恐らく弟はそうだろう。彼は自分よりも何倍も非感染者を恨んでいた。
『まぁ自分を正義と思い込み、正当化し、殺戮すらも自身の常軌の範囲内に入れてしまうのは人間の悪い癖だ。そして絶対に治らない癖なのでそこら辺は諦めるとして…』
(諦めちゃうんだ)
『私達は俺が組み立てたチャート通りの出来る事をやる。殺し合いの中に突っ込んで、話し合いをして、聞かない奴を大人しくさせて、そいつらを連れてスピードワゴンの如くCOOLに去るのさ。この争いの根本は殺人による復讐の連鎖だが、こう言うのは古来より鎮める為のやり方が存在する。と言うかおまいらも子供の頃に散々やった筈なんだが、なんだと思う?』
「子供の頃………あっ」
『そう、話し合いによる仲直り。争いなんて喧嘩とほぼ同じだクソ下らねぇ(キレ気味)互いに謝ってはい終わり、閉廷!そしてブックオブ青春アミーゴすればだいたい解決出来ると古事記にも書かれている。その為に、両方とも生かさないとイケないんですね。まぁ簡単には出来ないので、こうチマチマと……どないした?』
「えっ?」
『いや、めっちゃにやけてるけど』
「あ、いや、コレはその……」
にやけてなんかいない。彼女は何故か泣き出しそうになったのを我慢しているだけだ。自分が今まで考えていた事に対して、恥ずかし過ぎて、下らな過ぎて、もう色々感情がひしめきあっていた。世界は難しくて、でも拍子抜けする程単純だと理解した。

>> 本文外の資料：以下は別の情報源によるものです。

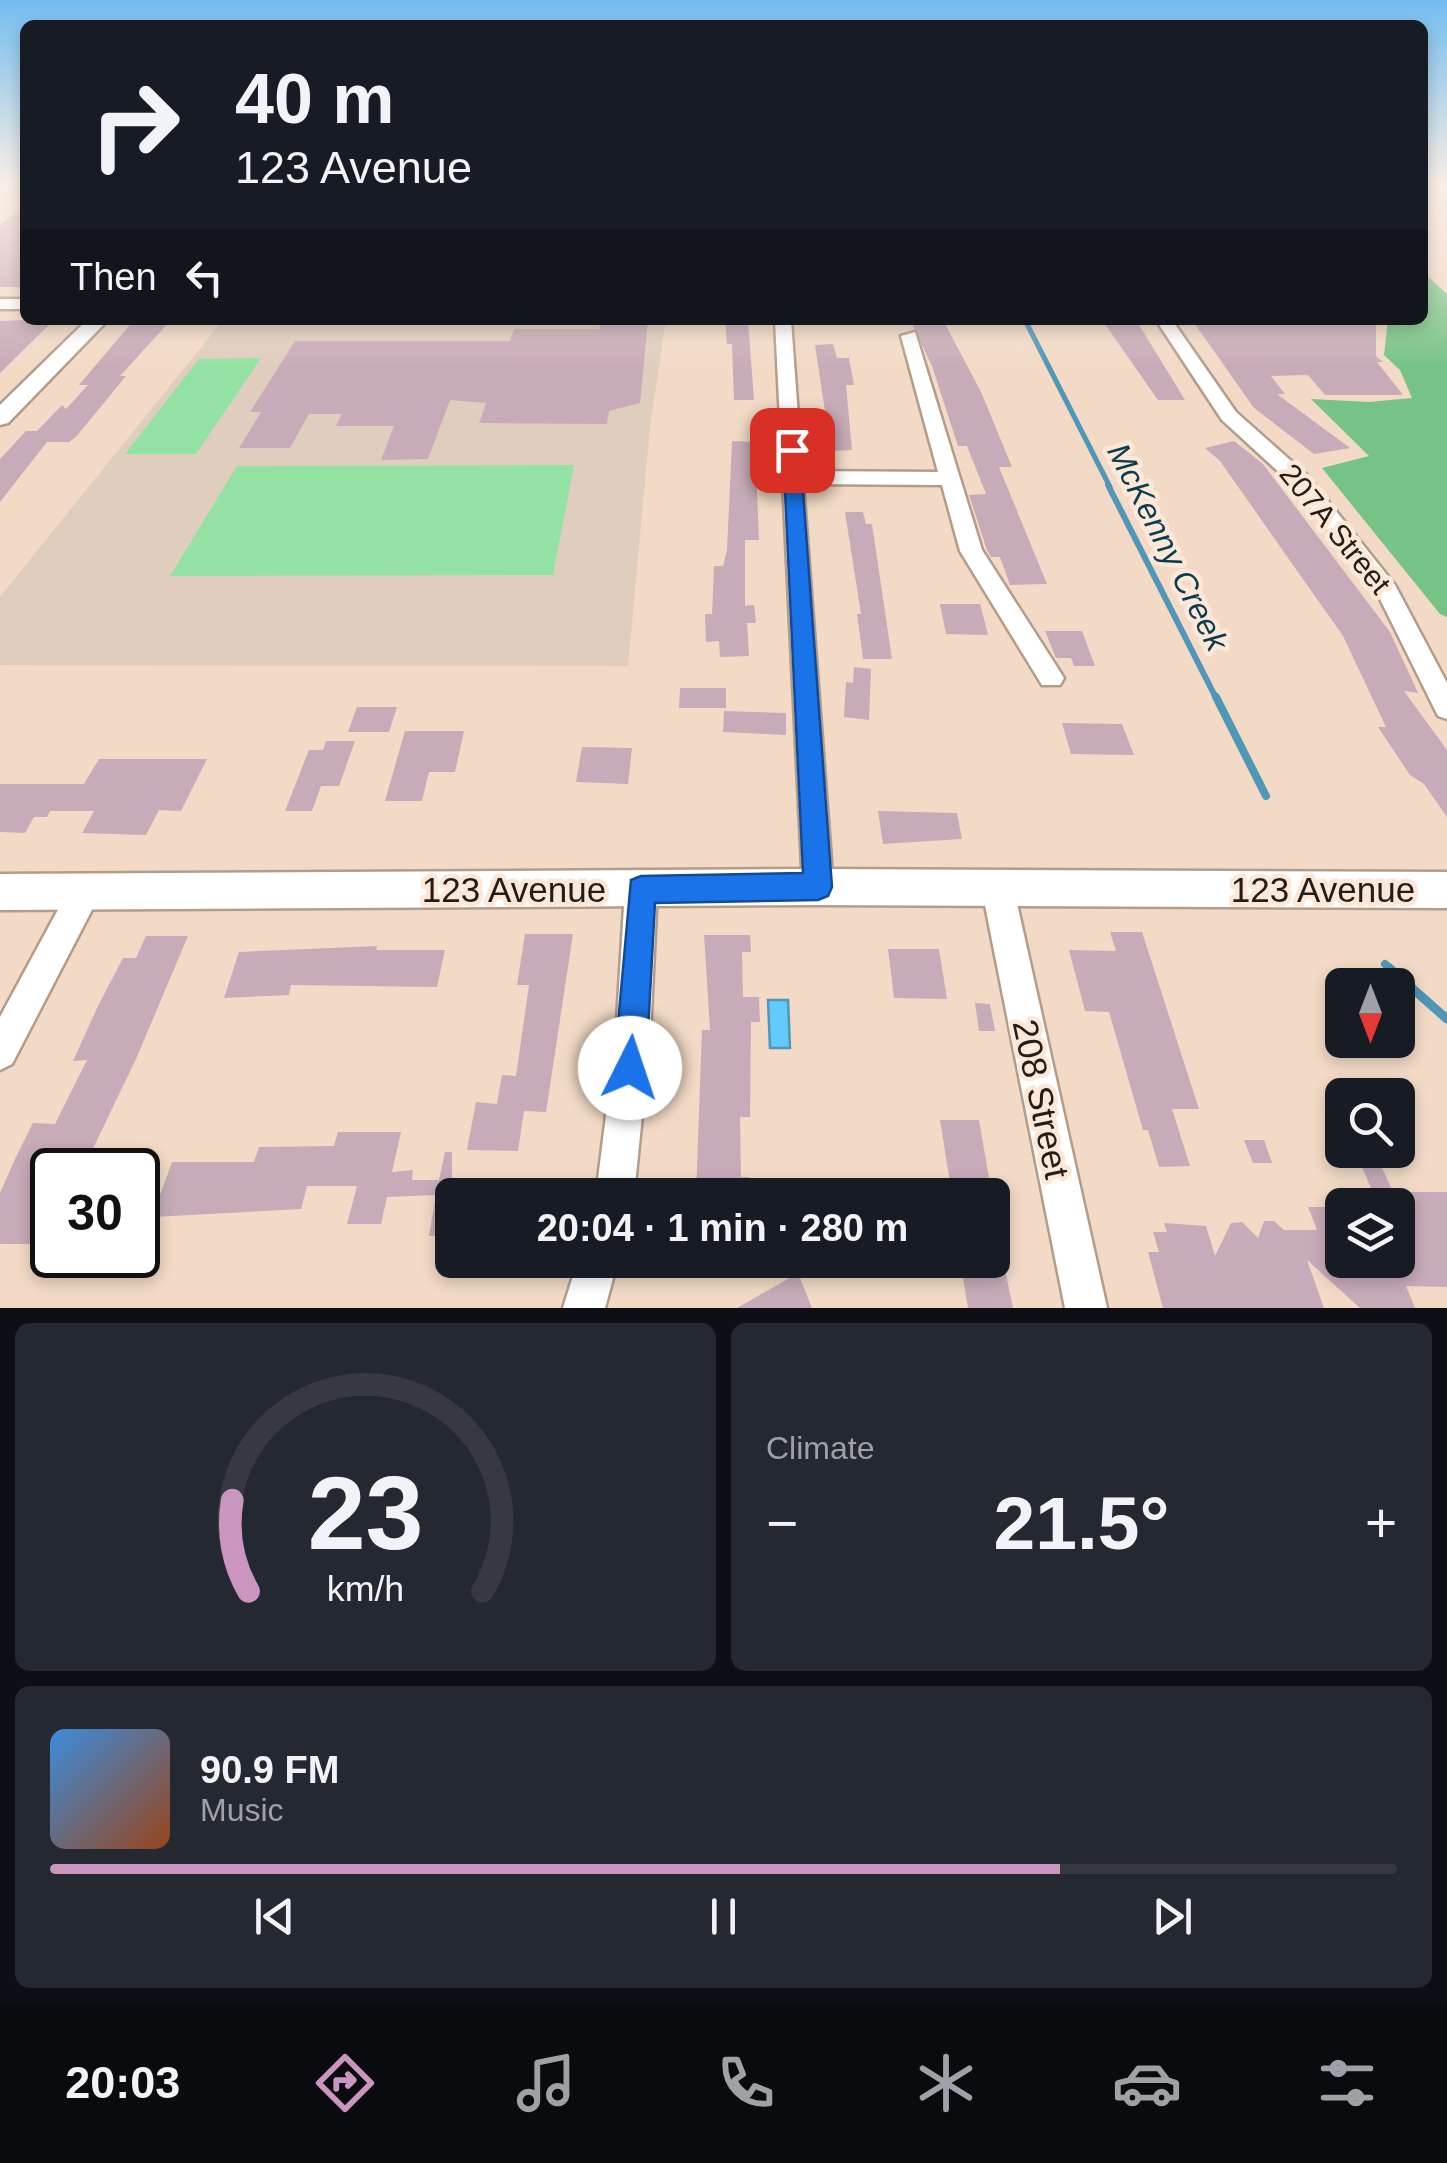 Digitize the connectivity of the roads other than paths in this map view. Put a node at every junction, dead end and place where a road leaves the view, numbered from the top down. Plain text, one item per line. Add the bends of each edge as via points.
1 (93, 325) edge
2 (783, 325) edge
3 (1167, 325) edge
4 (909, 336) dead end
5 (0, 418) edge
6 (793, 477) junction
7 (947, 478) junction
8 (1051, 678) dead end
9 (1447, 708) edge
10 (818, 887) junction
11 (641, 890) junction
12 (998, 890) junction
13 (1447, 890) edge
14 (85, 891) junction
15 (0, 892) edge
16 (0, 1052) edge
17 (617, 1178) edge
18 (593, 1278) edge
19 (584, 1308) edge
20 (1086, 1308) edge

1 - 5 street
2 - 6 street
3 - 9 street, 207A Street via 1230,416 1301,481 1387,591
4 - 7 street
6 - 7 street
6 - 10 street
7 - 8 street via 971,551
10 - 11 street, 123 Avenue
10 - 12 street, 123 Avenue
11 - 14 street, 123 Avenue
11 - 17 street
12 - 13 street, 123 Avenue
12 - 20 street, 208 Street
14 - 15 street, 123 Avenue
14 - 16 street
18 - 19 street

それ故に彼女は我慢する。もう彼女は子供ではいられないから。自分のせいでああなってしまった弟を導く為に、大人にならないといけないから。頑張って我慢する。
『おっ大丈夫か大丈夫か?』
「……うん、もう大丈夫」
正直言って、嘘だと思ってしまえばそこまでだ。このドローンが、自分が納得する様に言い聞かせてると思えばそこで終わる。だが、目の前の光景がその思考を拒否させる。

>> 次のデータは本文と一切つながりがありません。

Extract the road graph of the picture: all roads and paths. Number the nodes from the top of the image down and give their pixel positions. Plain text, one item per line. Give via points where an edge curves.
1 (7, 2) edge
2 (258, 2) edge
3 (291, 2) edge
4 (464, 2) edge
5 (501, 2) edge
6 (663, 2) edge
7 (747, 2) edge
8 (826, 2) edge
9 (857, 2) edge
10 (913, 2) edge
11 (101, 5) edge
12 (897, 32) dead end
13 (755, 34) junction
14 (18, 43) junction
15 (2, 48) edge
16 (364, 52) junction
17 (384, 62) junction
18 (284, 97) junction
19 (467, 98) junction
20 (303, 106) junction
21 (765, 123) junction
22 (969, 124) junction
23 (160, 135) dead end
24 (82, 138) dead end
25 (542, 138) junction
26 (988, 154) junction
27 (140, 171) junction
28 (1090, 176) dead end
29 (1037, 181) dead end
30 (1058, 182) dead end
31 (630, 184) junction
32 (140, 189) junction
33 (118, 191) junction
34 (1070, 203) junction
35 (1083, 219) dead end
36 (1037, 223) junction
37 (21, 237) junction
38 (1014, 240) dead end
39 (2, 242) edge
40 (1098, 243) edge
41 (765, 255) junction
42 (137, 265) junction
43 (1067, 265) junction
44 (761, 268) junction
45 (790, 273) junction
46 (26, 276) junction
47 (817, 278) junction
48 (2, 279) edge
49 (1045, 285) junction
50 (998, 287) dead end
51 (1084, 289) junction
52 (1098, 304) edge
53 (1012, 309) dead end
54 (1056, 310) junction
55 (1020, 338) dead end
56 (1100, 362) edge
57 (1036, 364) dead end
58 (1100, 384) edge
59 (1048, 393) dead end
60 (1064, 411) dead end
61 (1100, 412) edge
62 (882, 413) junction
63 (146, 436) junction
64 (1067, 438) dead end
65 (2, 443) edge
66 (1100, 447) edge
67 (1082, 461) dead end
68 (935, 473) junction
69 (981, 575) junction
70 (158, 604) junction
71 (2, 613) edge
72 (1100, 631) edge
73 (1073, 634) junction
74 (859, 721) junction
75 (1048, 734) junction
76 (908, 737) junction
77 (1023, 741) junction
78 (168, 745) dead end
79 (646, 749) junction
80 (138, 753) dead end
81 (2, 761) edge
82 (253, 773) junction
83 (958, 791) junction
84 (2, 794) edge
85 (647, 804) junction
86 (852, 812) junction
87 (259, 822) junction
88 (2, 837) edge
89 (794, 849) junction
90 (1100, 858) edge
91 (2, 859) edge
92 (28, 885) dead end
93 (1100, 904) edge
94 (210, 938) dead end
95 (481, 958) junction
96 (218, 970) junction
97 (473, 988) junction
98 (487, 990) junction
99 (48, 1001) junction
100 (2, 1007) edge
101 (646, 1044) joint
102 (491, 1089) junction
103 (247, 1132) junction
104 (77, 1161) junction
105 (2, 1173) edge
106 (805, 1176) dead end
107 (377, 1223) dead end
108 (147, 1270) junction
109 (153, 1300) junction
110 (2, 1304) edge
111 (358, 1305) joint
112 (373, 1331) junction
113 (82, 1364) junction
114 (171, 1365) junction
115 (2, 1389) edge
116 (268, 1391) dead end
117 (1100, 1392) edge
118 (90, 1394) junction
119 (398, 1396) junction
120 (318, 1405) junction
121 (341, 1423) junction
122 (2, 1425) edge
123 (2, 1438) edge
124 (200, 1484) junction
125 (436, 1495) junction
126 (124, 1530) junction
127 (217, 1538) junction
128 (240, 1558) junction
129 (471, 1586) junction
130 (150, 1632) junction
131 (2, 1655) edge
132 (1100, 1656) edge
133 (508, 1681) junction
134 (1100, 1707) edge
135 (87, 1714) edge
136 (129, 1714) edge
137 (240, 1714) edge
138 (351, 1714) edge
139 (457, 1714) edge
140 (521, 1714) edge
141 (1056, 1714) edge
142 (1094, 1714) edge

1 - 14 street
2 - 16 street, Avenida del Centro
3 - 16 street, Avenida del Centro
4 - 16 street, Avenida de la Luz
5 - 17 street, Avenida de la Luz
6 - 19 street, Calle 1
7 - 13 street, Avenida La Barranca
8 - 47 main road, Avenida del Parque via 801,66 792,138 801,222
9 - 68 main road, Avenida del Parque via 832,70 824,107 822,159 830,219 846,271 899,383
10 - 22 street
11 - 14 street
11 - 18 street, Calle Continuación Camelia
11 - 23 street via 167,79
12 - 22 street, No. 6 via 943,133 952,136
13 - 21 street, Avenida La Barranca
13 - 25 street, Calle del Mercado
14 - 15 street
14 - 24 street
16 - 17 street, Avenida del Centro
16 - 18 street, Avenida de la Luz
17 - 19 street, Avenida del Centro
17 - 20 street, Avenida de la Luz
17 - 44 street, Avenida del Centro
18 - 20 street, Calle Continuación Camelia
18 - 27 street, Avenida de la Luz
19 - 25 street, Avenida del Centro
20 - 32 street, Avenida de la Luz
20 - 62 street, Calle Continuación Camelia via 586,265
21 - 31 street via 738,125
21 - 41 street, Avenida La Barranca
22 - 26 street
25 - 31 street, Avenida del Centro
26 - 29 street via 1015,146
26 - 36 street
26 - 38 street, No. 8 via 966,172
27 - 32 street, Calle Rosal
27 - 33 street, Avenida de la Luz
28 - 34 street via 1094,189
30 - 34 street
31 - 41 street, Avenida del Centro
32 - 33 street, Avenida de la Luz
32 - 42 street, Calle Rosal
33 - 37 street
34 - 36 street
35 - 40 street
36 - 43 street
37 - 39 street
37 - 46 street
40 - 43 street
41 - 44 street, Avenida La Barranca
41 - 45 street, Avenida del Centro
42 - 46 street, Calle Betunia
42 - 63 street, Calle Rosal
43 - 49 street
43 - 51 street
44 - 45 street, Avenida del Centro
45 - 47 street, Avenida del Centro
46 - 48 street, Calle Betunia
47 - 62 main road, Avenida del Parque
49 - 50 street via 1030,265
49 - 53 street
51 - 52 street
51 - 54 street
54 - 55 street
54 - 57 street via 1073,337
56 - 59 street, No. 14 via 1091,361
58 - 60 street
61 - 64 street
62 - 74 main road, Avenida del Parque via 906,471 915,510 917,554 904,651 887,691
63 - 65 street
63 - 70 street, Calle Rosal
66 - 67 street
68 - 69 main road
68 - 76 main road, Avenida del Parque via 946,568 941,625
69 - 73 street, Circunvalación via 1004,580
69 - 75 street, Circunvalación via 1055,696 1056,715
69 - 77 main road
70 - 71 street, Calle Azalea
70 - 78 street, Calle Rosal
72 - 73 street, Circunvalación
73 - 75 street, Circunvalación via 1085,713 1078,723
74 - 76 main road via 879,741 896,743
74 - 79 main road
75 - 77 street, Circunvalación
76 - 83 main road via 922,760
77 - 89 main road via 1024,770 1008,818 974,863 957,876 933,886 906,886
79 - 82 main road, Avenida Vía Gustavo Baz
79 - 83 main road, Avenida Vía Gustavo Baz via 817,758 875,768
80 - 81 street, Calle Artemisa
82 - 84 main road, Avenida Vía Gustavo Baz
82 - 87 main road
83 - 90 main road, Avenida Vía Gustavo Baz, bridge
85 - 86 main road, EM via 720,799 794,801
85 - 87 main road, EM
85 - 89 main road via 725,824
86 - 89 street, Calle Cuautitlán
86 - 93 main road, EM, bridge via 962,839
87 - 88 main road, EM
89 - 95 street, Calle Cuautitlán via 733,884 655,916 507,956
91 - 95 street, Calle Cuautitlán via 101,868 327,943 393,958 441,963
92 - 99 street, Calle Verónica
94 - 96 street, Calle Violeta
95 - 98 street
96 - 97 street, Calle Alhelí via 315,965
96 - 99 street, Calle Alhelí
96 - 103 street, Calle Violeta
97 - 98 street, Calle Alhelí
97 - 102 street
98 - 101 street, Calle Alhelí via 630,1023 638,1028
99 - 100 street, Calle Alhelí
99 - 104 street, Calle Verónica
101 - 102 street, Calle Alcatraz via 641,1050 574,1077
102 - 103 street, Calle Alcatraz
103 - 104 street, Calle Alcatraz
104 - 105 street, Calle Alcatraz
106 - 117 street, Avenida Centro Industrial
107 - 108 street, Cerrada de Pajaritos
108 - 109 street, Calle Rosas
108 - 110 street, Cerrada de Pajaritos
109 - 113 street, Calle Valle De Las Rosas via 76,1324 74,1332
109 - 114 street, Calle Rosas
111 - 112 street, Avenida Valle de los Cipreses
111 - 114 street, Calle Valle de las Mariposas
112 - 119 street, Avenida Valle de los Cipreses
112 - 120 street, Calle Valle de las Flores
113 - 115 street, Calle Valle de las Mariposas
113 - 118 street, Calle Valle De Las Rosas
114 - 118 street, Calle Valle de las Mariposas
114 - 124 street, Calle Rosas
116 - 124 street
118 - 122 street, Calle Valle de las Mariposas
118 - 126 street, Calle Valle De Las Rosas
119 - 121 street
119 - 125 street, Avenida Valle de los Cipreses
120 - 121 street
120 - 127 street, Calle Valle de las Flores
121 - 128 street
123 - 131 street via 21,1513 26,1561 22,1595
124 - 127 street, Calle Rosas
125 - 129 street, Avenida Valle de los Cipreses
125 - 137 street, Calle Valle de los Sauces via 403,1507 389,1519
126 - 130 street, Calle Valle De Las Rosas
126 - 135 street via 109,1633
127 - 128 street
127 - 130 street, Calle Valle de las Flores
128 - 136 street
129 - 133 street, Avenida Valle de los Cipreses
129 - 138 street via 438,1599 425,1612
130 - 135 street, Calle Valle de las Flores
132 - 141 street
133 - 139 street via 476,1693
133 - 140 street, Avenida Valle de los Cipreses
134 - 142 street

きっとこの舟なら大丈夫だと、信頼出来ると言う謎の確信をした後、彼女は自分のやるべき事……感染者と非感染者が少しでも仲良くなるきっかけを作る為、自分が出来る事をする為に走りだす。
「えっと、イモータルさん!食堂は後で行こう!」
『おっそうだな。頑張れよミーシャ姉貴』
大丈夫かなコレ。ミーシャ姉貴キャラ崩壊してない?大丈夫?やっぱ原作死亡キャラが生きてた系のアレは難しいわ。まぁ書くけど。